>>>>

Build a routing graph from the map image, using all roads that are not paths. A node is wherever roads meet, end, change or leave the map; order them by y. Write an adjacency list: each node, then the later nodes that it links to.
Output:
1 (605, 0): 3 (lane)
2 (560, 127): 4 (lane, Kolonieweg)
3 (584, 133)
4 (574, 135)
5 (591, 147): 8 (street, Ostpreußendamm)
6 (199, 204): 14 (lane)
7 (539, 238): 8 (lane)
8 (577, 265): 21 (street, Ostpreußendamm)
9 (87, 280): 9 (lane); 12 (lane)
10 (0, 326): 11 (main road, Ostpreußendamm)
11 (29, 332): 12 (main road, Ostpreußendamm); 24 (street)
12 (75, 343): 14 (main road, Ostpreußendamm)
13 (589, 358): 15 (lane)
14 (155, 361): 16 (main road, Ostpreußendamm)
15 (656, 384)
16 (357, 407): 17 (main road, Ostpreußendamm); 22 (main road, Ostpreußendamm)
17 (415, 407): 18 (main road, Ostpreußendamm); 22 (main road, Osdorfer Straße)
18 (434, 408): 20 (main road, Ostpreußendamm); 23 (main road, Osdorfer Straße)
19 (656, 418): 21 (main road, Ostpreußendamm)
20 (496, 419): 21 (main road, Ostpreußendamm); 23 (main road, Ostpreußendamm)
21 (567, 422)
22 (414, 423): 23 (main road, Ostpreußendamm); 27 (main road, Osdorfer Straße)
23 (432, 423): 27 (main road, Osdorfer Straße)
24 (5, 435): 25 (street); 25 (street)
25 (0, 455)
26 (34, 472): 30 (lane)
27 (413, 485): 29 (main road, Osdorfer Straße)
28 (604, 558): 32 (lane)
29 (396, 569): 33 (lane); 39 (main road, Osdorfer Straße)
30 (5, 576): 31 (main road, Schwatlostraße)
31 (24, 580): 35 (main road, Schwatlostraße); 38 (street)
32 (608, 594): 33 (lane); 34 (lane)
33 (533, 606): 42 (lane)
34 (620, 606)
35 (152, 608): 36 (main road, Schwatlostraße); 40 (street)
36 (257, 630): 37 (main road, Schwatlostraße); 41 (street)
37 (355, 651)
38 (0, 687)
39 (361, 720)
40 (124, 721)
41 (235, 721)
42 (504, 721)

<<<<

*TASK REQUIREMENTS*.
Retype every entry, keeping each character as it was.

*YOUR RESPONSE*.
Build a routing graph from the map image, using all roads that are not paths. A node is wherever roads meet, end, change or leave the map; order them by y. Write an adjacency list: each node, then the later nodes that it links to.
Output:
1 (605, 0): 3 (lane)
2 (560, 127): 4 (lane, Kolonieweg)
3 (584, 133)
4 (574, 135)
5 (591, 147): 8 (street, Ostpreußendamm)
6 (199, 204): 14 (lane)
7 (539, 238): 8 (lane)
8 (577, 265): 21 (street, Ostpreußendamm)
9 (87, 280): 9 (lane); 12 (lane)
10 (0, 326): 11 (main road, Ostpreußendamm)
11 (29, 332): 12 (main road, Ostpreußendamm); 24 (street)
12 (75, 343): 14 (main road, Ostpreußendamm)
13 (589, 358): 15 (lane)
14 (155, 361): 16 (main road, Ostpreußendamm)
15 (656, 384)
16 (357, 407): 17 (main road, Ostpreußendamm); 22 (main road, Ostpreußendamm)
17 (415, 407): 18 (main road, Ostpreußendamm); 22 (main road, Osdorfer Straße)
18 (434, 408): 20 (main road, Ostpreußendamm); 23 (main road, Osdorfer Straße)
19 (656, 418): 21 (main road, Ostpreußendamm)
20 (496, 419): 21 (main road, Ostpreußendamm); 23 (main road, Ostpreußendamm)
21 (567, 422)
22 (414, 423): 23 (main road, Ostpreußendamm); 27 (main road, Osdorfer Straße)
23 (432, 423): 27 (main road, Osdorfer Straße)
24 (5, 435): 25 (street); 25 (street)
25 (0, 455)
26 (34, 472): 30 (lane)
27 (413, 485): 29 (main road, Osdorfer Straße)
28 (604, 558): 32 (lane)
29 (396, 569): 33 (lane); 39 (main road, Osdorfer Straße)
30 (5, 576): 31 (main road, Schwatlostraße)
31 (24, 580): 35 (main road, Schwatlostraße); 38 (street)
32 (608, 594): 33 (lane); 34 (lane)
33 (533, 606): 42 (lane)
34 (620, 606)
35 (152, 608): 36 (main road, Schwatlostraße); 40 (street)
36 (257, 630): 37 (main road, Schwatlostraße); 41 (street)
37 (355, 651)
38 (0, 687)
39 (361, 720)
40 (124, 721)
41 (235, 721)
42 (504, 721)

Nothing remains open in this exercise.